I suspect it's testament to just how dire things are that the corp-tax-rate situation isn't being pushed by the rest of the 'zone. Will Hutton (of The Observer, etc) was on the phone to one of the news programmes to opine that RoI couldn't expect to be getting bailed out by the very same countries that are having their "tax bases stolen", as he put it. Apparently it can, but is still very deep in the mire anyway.

[identity profile] viktor-haag.livejournal.com 2010-11-25 03:37 am (UTC)(link)
Sigh. I will not engage in a cynicism bidding war with you. I have sympathy for your country's situation. But it pisses me off that one of the richest companies in the world, with a 2,000 person commitment to the nation, couldn't instead have said, "We believe that in these tough times, it's important to help our Irish employees keep food on the table for their families, so we're here for the long haul even if their country must take steps that might seem like it'd be tougher for us to do business here."

But of course, corporations (even self-declaratively non-evil ones) don't have consciences like people do. Bah.

[identity profile] viktor-haag.livejournal.com 2010-11-25 03:38 am (UTC)(link)
Perhaps I should say "apparently richest". I have no real evidence that T3h G00gl3s are actually one of the richest companies in the world, and being in the high tech industry tends to warp one's sense of scale...

[identity profile] alaimacerc.livejournal.com 2010-11-30 07:29 pm (UTC)(link)
But in the Wonderland-logic-world that is Irish politics, this "threat" *is* the solidarity that the consensus is looking for. Every single political party here has insisted on keeping the 12.5% corp rate (including the mainstream left, the hard left, and the notionally "left" irredentist ueber-nationalists); every European political grouping (or at least, their representatives on the appropriate committee, "speaking in notionally personal capacities") has criticised it.

So while I agree that Google is indeed being "evil" here, it's being evil in that it's (admittedly somewhat left-handedly) supporting an "evil" Irish policy; not in cutting Ireland off at the knees in opposing anything it's shown any desire to do at all.

[identity profile] viktor-haag.livejournal.com 2010-11-30 07:34 pm (UTC)(link)
Ahh!

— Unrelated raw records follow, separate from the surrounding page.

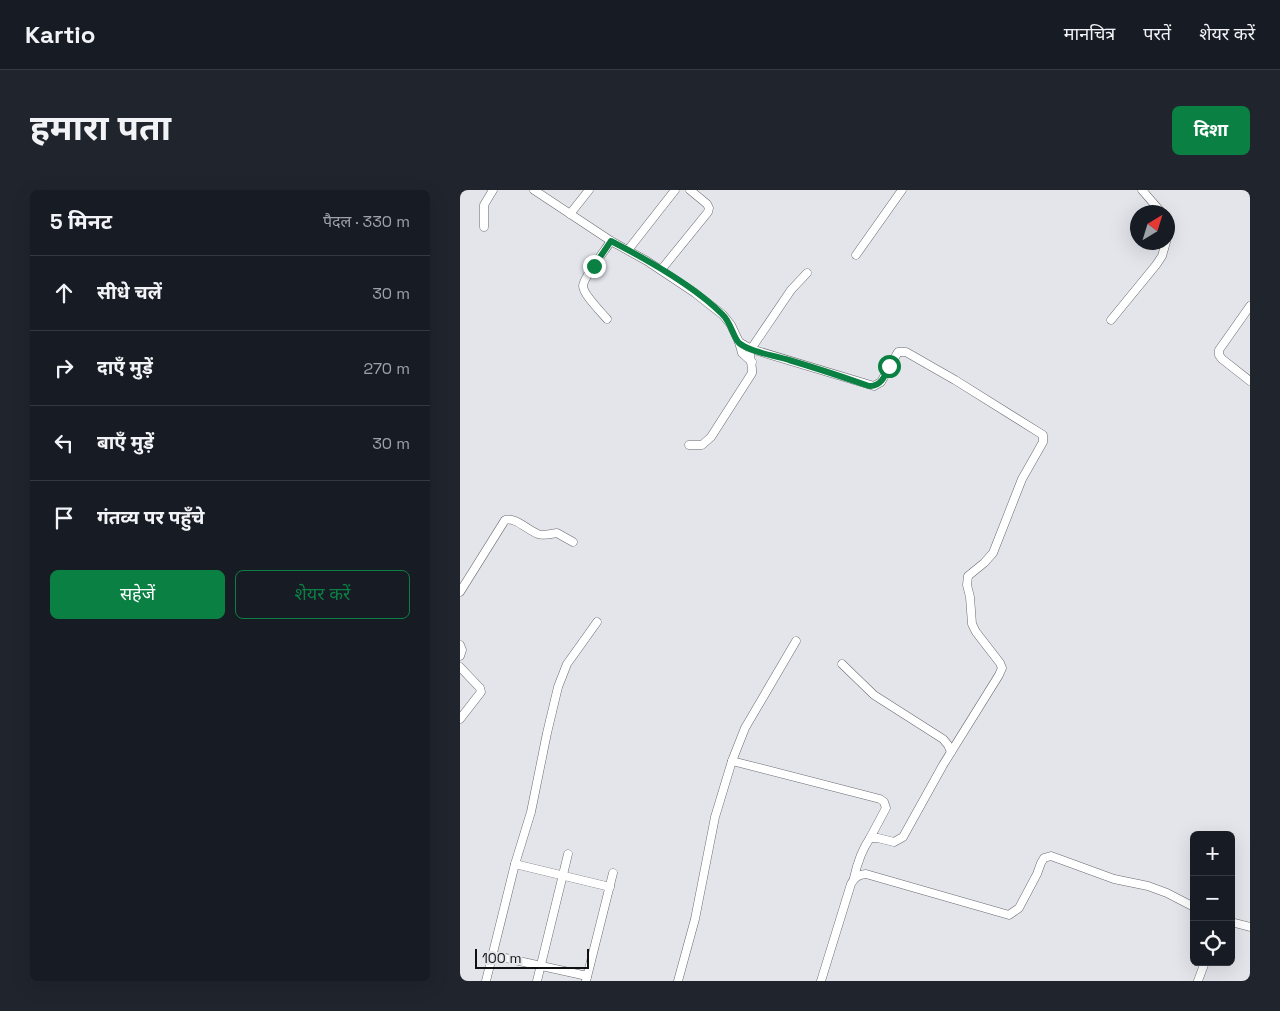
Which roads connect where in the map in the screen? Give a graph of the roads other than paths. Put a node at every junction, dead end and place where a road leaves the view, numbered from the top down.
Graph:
1 (493, 190) edge
2 (534, 190) edge
3 (589, 190) edge
4 (675, 190) edge
5 (690, 190) edge
6 (902, 190) edge
7 (1142, 190) edge
8 (1155, 205) edge
9 (570, 214) junction
10 (484, 227) dead end
11 (611, 241) junction
12 (628, 250) junction
13 (1164, 250) edge
14 (856, 255) dead end
15 (661, 270) junction
16 (808, 273) dead end
17 (1250, 306) edge
18 (606, 318) dead end
19 (1112, 320) dead end
20 (738, 342) junction
21 (751, 349) junction
22 (752, 362) junction
23 (1250, 381) edge
24 (689, 445) dead end
25 (573, 542) dead end
26 (460, 592) edge
27 (597, 622) dead end
28 (796, 641) dead end
29 (460, 644) edge
30 (460, 656) edge
31 (842, 664) dead end
32 (460, 667) edge
33 (460, 719) edge
34 (951, 752) junction
35 (732, 761) junction
36 (870, 838) junction
37 (568, 854) dead end
38 (515, 864) junction
39 (613, 873) dead end
40 (563, 875) junction
41 (854, 878) junction
42 (610, 887) junction
43 (1190, 905) edge
44 (1235, 923) edge
45 (1250, 928) edge
46 (492, 955) junction
47 (540, 966) junction
48 (1204, 966) edge
49 (586, 979) edge
50 (486, 981) edge
51 (536, 981) edge
52 (678, 981) edge
53 (821, 981) edge
54 (1198, 981) edge

1 - 10 street
2 - 9 street
3 - 9 street
4 - 12 street
5 - 15 street
6 - 14 street
7 - 8 street
9 - 11 street
11 - 12 street
11 - 18 street
12 - 15 street
13 - 19 street
15 - 20 street
16 - 21 street
17 - 23 street
20 - 21 street
20 - 22 street
21 - 22 street
21 - 34 street
22 - 24 street
25 - 26 street
27 - 38 street
28 - 35 street
29 - 30 street
31 - 34 street
32 - 33 street
34 - 36 street
35 - 36 street
35 - 52 street
36 - 41 street
37 - 40 street
38 - 40 street
38 - 46 street
39 - 42 street
40 - 42 street
40 - 47 street
41 - 43 street
41 - 53 street
42 - 49 street
44 - 45 street
46 - 47 street
46 - 50 street
47 - 49 street
47 - 51 street
48 - 54 street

This wasn't clear in my reading of the article: that could be my lack of perspicacity, admittedly -- thanks for the clarification.

[identity profile] alaimacerc.livejournal.com 2010-11-30 11:45 pm (UTC)(link)
I think the article hints at that, but granted doesn't spell out the whole background. If one's on the receiving end of the local media on the topic, though... ("We're putting 200 billion into the zombie banks, we'll take bailouts from the IMF, the ECB, and -- gasp! -- the former colonial power, we're cutting spending on anything and everything, we're raising income tax, VAT, etc... but at least we're all agreed that we'll keep our beggar-thy-neighbour policies on company tax, even if it pisses off all the people giving us the money!")

On Google specifically, I will grant you that it's crass at best, and fundamentally destructive of any hope at social justice at worse, for multinational corporations to be blatantly holding forth on matters pertaining to local politics in any of their various "host" countries. Or in other words, global capitalism's "business as usual".